Whilst Champagne is the only region to produce non-vintage cuvées at such scale, cuvées produced in one specific year, infinitely rarer, are still the most prized at auction. A magnum of 1988 Clos de Goisses from Maison Philiponnat was bought for €381 (77% above its estimate). And this is only one of several vintage champagnes found in our top sales for June.

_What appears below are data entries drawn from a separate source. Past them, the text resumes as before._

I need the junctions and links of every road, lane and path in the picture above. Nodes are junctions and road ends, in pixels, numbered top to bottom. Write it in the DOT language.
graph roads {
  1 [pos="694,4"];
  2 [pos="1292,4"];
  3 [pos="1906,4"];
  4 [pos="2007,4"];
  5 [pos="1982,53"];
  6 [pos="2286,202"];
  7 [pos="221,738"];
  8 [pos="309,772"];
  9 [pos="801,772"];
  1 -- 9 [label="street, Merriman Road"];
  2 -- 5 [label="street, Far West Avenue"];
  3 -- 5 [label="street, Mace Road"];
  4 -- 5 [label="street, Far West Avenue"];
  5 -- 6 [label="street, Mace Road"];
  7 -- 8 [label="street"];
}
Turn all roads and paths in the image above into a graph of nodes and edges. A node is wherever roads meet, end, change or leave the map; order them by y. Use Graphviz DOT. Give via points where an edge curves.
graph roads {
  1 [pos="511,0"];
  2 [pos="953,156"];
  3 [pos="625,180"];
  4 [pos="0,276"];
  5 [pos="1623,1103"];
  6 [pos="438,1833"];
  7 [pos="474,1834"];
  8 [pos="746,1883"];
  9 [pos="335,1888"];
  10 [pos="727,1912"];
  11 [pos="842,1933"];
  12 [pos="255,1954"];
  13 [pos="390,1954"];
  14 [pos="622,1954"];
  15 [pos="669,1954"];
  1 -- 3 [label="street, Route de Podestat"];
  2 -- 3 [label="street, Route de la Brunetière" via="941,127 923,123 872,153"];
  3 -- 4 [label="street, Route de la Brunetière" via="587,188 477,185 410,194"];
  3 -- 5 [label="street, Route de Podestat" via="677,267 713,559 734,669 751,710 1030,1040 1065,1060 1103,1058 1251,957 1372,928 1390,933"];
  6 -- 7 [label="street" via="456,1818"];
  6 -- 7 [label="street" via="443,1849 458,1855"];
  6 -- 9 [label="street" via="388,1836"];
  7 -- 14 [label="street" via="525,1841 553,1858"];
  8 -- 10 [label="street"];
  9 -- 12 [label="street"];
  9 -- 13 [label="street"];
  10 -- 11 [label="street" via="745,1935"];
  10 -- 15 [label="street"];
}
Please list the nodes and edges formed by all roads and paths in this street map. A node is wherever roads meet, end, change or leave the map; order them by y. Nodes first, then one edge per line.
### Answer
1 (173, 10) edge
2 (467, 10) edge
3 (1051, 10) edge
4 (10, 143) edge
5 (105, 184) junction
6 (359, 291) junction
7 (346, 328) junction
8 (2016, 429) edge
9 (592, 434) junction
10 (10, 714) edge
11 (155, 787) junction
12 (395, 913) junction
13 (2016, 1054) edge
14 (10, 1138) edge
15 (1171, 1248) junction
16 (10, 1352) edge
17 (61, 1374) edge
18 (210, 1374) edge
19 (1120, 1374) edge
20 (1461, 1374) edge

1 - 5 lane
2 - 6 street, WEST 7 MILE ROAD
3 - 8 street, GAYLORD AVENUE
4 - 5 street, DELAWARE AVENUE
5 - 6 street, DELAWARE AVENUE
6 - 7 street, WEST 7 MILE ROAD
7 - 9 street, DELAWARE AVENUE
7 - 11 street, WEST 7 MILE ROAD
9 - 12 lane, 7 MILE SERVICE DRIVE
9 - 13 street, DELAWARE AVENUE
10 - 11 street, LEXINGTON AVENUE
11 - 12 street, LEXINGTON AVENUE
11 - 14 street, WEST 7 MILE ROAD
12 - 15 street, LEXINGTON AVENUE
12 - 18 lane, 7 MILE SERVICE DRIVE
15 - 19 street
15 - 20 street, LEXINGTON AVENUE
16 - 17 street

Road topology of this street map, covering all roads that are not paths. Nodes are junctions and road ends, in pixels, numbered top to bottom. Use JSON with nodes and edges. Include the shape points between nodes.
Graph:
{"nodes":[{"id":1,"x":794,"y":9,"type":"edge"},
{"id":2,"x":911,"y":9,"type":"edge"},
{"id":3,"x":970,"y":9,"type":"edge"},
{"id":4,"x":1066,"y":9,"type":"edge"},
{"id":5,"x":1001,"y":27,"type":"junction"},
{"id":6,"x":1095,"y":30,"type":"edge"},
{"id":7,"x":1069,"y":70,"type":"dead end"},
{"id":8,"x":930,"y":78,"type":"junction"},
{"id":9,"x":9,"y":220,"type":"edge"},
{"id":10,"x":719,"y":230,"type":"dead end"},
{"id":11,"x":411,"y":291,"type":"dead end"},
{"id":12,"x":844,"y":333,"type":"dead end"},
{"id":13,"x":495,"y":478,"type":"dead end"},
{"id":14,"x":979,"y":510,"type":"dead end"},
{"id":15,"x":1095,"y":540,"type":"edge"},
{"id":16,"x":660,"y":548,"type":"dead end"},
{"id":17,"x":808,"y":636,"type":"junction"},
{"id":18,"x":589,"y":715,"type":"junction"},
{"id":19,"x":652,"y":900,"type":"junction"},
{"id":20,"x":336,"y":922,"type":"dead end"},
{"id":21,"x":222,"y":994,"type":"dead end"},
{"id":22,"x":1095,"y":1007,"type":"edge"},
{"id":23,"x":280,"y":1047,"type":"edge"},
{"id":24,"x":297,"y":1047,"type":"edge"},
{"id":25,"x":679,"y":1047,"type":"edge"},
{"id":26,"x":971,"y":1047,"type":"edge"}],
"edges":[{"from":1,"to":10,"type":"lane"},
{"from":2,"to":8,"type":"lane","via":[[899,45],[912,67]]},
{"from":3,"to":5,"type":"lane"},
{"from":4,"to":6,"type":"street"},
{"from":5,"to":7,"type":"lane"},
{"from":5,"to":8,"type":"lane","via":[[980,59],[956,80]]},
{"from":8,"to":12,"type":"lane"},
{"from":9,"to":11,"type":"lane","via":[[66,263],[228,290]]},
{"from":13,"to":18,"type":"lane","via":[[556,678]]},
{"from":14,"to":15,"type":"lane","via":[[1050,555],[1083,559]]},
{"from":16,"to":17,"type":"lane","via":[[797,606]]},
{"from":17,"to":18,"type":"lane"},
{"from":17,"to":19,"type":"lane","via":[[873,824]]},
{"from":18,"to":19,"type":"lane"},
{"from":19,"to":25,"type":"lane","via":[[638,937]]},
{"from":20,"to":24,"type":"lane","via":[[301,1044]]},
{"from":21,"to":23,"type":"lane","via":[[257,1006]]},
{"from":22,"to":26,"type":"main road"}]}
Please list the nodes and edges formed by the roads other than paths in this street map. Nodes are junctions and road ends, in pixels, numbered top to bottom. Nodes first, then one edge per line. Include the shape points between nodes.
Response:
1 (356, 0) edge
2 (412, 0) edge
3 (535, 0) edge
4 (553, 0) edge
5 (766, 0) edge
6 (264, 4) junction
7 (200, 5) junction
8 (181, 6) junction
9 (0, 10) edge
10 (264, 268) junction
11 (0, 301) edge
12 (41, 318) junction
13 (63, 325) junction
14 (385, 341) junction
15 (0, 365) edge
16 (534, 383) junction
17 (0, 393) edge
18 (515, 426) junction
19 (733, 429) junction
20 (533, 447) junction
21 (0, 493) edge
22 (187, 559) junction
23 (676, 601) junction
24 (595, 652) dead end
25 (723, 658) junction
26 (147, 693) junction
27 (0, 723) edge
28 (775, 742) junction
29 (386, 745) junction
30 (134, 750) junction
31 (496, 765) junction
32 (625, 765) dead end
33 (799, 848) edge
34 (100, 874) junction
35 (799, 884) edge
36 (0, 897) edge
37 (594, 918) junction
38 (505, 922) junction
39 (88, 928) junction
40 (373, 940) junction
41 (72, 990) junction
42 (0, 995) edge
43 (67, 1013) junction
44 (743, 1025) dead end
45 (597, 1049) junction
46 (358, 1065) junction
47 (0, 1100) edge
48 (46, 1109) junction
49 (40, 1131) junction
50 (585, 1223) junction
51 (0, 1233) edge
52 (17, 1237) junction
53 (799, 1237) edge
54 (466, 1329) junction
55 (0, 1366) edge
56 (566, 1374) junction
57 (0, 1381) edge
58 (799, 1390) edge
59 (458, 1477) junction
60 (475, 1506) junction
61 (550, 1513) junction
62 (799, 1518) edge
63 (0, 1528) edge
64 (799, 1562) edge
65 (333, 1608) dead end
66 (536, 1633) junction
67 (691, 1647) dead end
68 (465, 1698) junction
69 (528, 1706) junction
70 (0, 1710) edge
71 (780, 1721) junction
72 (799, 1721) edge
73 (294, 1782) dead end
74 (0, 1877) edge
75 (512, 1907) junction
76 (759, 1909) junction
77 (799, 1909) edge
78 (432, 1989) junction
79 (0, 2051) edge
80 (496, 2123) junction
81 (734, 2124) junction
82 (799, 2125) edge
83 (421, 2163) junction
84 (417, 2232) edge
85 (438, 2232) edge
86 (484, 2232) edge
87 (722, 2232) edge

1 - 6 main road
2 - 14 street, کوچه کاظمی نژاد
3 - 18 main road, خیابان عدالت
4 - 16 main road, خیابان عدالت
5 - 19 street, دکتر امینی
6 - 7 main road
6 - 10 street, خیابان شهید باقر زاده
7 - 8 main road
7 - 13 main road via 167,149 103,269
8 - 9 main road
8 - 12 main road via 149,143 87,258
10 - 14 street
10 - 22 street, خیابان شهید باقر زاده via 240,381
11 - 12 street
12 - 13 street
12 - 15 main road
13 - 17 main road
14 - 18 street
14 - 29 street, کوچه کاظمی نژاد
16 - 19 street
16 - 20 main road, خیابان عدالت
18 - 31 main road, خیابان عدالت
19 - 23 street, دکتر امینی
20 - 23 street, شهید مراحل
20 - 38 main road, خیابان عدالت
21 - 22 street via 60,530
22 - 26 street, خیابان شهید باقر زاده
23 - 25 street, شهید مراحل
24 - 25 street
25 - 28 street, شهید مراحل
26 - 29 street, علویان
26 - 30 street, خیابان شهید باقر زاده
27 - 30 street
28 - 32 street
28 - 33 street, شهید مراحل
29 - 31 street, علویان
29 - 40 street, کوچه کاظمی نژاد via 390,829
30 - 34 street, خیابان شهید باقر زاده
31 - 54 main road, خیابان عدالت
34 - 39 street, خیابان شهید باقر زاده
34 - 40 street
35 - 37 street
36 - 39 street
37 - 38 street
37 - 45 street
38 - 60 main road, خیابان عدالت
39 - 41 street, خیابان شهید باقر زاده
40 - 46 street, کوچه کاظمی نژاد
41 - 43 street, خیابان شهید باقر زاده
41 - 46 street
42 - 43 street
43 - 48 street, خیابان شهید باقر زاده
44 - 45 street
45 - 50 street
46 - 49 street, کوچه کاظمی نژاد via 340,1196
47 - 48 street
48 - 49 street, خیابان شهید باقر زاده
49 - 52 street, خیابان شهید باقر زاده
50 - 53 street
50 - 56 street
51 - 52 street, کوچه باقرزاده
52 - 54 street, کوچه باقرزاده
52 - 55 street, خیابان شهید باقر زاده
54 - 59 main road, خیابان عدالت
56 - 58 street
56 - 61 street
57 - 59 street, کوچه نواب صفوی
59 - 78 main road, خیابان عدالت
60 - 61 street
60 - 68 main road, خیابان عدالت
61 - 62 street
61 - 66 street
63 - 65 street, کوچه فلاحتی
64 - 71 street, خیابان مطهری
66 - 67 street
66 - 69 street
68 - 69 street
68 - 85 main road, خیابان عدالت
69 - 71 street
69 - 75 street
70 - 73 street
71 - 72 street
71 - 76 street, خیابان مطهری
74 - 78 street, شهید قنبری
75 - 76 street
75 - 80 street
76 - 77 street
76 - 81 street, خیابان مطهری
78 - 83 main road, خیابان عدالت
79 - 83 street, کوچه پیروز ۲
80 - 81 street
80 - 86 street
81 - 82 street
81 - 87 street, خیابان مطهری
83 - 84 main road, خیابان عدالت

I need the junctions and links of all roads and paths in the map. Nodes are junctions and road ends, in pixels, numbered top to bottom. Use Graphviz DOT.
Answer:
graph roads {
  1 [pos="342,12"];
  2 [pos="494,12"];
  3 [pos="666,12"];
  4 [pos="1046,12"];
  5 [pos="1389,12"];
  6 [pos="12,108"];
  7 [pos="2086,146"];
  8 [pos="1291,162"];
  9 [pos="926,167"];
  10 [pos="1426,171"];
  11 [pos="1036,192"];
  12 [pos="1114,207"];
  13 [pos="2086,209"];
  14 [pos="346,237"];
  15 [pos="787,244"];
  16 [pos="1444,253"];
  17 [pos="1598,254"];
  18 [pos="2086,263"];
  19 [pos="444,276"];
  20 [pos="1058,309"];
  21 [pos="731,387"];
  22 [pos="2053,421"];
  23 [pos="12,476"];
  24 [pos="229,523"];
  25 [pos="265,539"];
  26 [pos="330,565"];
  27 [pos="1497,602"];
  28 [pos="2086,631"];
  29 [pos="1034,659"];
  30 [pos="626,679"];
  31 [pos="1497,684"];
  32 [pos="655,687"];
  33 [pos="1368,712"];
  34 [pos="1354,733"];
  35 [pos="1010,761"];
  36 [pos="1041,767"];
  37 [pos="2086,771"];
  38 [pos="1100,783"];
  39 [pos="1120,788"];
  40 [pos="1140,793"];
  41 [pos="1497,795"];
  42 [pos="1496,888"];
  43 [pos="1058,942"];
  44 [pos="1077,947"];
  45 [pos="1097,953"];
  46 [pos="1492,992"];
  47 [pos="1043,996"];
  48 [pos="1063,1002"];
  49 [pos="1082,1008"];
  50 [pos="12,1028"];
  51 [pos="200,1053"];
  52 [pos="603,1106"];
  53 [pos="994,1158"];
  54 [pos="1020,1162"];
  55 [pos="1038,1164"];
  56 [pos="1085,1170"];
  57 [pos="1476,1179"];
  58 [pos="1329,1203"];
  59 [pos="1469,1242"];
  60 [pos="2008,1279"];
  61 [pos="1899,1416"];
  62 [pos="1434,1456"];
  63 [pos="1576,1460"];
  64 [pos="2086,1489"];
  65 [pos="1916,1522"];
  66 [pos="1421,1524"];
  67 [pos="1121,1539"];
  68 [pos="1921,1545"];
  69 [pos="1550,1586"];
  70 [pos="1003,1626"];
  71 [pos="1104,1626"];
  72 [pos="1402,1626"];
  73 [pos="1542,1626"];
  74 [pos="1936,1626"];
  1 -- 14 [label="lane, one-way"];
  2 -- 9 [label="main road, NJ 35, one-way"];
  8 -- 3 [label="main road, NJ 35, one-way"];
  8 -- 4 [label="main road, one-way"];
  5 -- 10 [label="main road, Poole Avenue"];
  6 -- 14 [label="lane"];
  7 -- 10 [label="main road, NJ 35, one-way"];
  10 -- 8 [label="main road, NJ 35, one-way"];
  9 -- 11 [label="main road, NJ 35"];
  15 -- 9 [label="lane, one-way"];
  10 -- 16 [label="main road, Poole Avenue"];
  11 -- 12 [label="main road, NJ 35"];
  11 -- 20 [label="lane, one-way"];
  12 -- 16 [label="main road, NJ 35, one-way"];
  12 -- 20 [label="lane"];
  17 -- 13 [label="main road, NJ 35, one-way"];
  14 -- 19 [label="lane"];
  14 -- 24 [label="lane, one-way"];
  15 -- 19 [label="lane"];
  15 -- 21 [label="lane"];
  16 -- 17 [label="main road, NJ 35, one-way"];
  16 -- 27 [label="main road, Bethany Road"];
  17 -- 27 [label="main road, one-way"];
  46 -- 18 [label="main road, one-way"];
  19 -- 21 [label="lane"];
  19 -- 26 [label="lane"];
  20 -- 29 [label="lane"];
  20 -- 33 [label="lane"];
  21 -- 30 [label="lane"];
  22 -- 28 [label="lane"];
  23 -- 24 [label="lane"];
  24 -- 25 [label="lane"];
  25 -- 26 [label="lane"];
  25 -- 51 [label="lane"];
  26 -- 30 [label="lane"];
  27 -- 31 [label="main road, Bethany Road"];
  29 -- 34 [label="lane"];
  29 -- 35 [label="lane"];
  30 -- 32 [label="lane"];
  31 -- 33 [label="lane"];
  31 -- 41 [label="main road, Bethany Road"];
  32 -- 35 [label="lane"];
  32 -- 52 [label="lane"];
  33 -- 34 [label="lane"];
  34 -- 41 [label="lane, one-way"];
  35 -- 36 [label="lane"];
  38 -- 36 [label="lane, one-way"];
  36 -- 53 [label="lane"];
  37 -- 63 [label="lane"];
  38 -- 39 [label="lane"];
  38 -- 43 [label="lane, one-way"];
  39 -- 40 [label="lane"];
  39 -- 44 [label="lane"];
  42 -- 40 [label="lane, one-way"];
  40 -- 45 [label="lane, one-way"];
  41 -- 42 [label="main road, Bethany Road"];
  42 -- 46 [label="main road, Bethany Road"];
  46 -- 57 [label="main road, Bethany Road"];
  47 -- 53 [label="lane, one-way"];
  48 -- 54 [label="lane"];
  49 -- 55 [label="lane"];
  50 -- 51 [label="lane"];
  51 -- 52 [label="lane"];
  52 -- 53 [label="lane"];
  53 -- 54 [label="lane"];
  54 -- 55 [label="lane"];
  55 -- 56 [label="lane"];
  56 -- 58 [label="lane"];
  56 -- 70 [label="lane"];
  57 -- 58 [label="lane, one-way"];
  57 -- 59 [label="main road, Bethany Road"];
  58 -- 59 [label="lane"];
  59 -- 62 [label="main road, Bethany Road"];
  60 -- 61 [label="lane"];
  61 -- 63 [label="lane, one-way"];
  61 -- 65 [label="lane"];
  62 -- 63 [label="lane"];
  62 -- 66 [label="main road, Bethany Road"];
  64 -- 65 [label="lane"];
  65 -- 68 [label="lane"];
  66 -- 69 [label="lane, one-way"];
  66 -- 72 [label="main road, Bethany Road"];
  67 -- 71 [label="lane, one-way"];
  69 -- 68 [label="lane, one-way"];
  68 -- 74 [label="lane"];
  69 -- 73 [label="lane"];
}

A wind of change blows through other regions

When we head to France’s other glorious wine making regions, it seems as though the jury is still out, with insatiable enthusiasts on the edge of their seats, keen to discover the next big names. This is why certain domains that, up until recently, were not incredibly well-known, now find themselves in the spotlight! This is the case for Xavier Caillard’s wines, les Jardins des Esmeraldins. A Loire domain in Brézé, not far from Saumur, it saw two of its bottles (a red and a white) go for over €1,300 each, prices representing a leap of over 400% compared to their estimate. Such an astonishing figure can be explained by the tiny quantity of bottles produced from the domain’s two-hectare vineyard, engaged in the path of natural wines. We see here, once more, that the choices made in the Loire depend far more on the rarity of a given wine than its colour, since both bottles went for the same price. Could this be the next Clos Rougeard? This emblematic domain continues to excel for now, though, with a 3-bottle lot of its famous 2005 Saumur-Champigny Les Poyeux selling for €810, a 55% increase on its iDealwine estimate.

The finest names from the Jura also continue to hold their own, with a 198 Arbois Pupillin from Domaine Overnoy-Houillon selling for €430 (+44%). From the Rhône, three bottles of Chapoutier’s famous Hermitage Le Pavillon in its 1990 vintage sold for €1,007. And Guigal’s trustworthy trio is still considered a clear classic, with a 2007 La Landonne selling for €776 in June. From the south of the region, the landmark producer Emmanuel Reynaud continues to perform faultlessly with his many Château Rayas cuvées, all of which remain highly coveted (€946 for the 1995, +6%, and €921 for the 2009, +15%).

However heavy uncertainty weighs on the economy at present, it is clear that rarity and quality remain two constants when it comes to the auction market. Add to this the relentless interest of wine enthusiasts in unearthing the stars tomorrow, and we cannot deny that the landscape of the wine market remains highly interesting and dynamic.